Yet I’ve kept watching. So have you—because this is, hands down, the most captivating show in town right now. An entire industry built on the radical idea of “trustless money,” yet populated almost entirely by people who are, themselves, utterly untrustworthy. Irony is everywhere.
Now, as all obvious truths inevitably become common knowledge, we’re collectively arriving at a conclusion—some of us having known it all along: decentralization has always been more performance than principle. Extracting “dumb money” is the goal. Those who once declared “banks are the enemy” now shake hands with the planet’s most authoritarian political powers—solely because it benefits their portfolios.
I’m not even angry. I’m just watching—because the show is simply too good to miss.
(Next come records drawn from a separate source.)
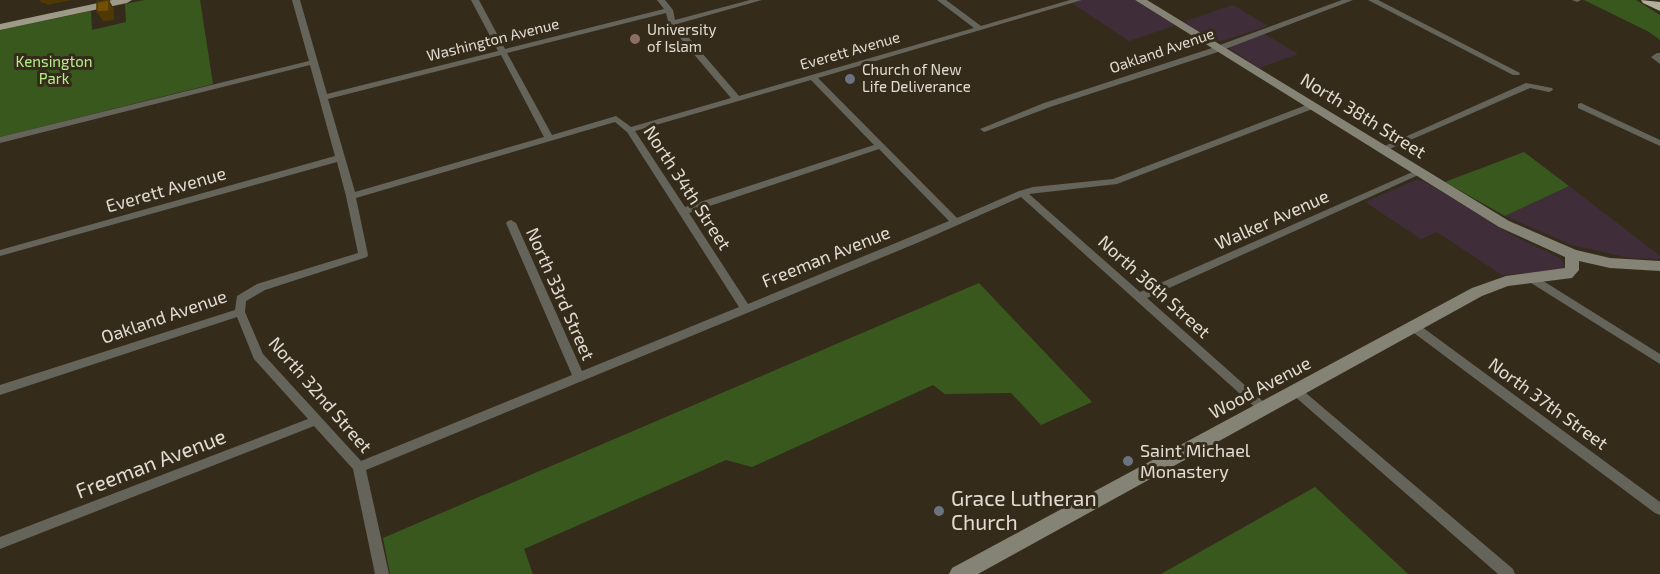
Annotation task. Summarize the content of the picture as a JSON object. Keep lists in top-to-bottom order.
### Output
{
  "streets": {
    "street": [
      "Washington Avenue",
      "Everett Avenue",
      "Oakland Avenue",
      "North 38th Street",
      "North 34th Street",
      "Walker Avenue",
      "Freeman Avenue",
      "North 36th Street",
      "North 33rd Street",
      "Wood Avenue",
      "North 32nd Street",
      "North 37th Street"
    ]
  },
  "crossings": [
    ["Everett Avenue", "North 34th Street"],
    ["Oakland Avenue", "North 38th Street"],
    ["Oakland Avenue", "North 32nd Street"],
    ["North 38th Street", "Walker Avenue"],
    ["North 38th Street", "Freeman Avenue"],
    ["North 38th Street", "Wood Avenue"],
    ["North 34th Street", "Freeman Avenue"],
    ["Walker Avenue", "North 36th Street"],
    ["Freeman Avenue", "North 36th Street"],
    ["Freeman Avenue", "North 33rd Street"],
    ["Freeman Avenue", "North 32nd Street"],
    ["North 36th Street", "Wood Avenue"],
    ["Wood Avenue", "North 37th Street"]
  ],
  "parks": ["Kensington Park"],
  "places": [
    "University of Islam",
    "Church of New Life Deliverance",
    "Saint Michael Monastery",
    "Grace Lutheran Church"
  ]
}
October 31, 2008—the financial crisis still reverberating. Satoshi Nakamoto released a nine-page whitepaper. He proposed an electronic currency requiring no banks, no governments, and no permission from anyone. Two parties transact directly—no intermediaries taking cuts, no central authority deciding whether you’re eligible to transact.
To be fair, the original idea was compelling. It emerged directly from a world where hedge funds and central banks had over-leveraged the economy, profiting from ordinary people’s losses—and then relying on government bailouts when things collapsed. That anger was entirely justified. If you can’t get angry about a system that enriches elites while forcing the public to foot the bill, what *is* worth getting angry about?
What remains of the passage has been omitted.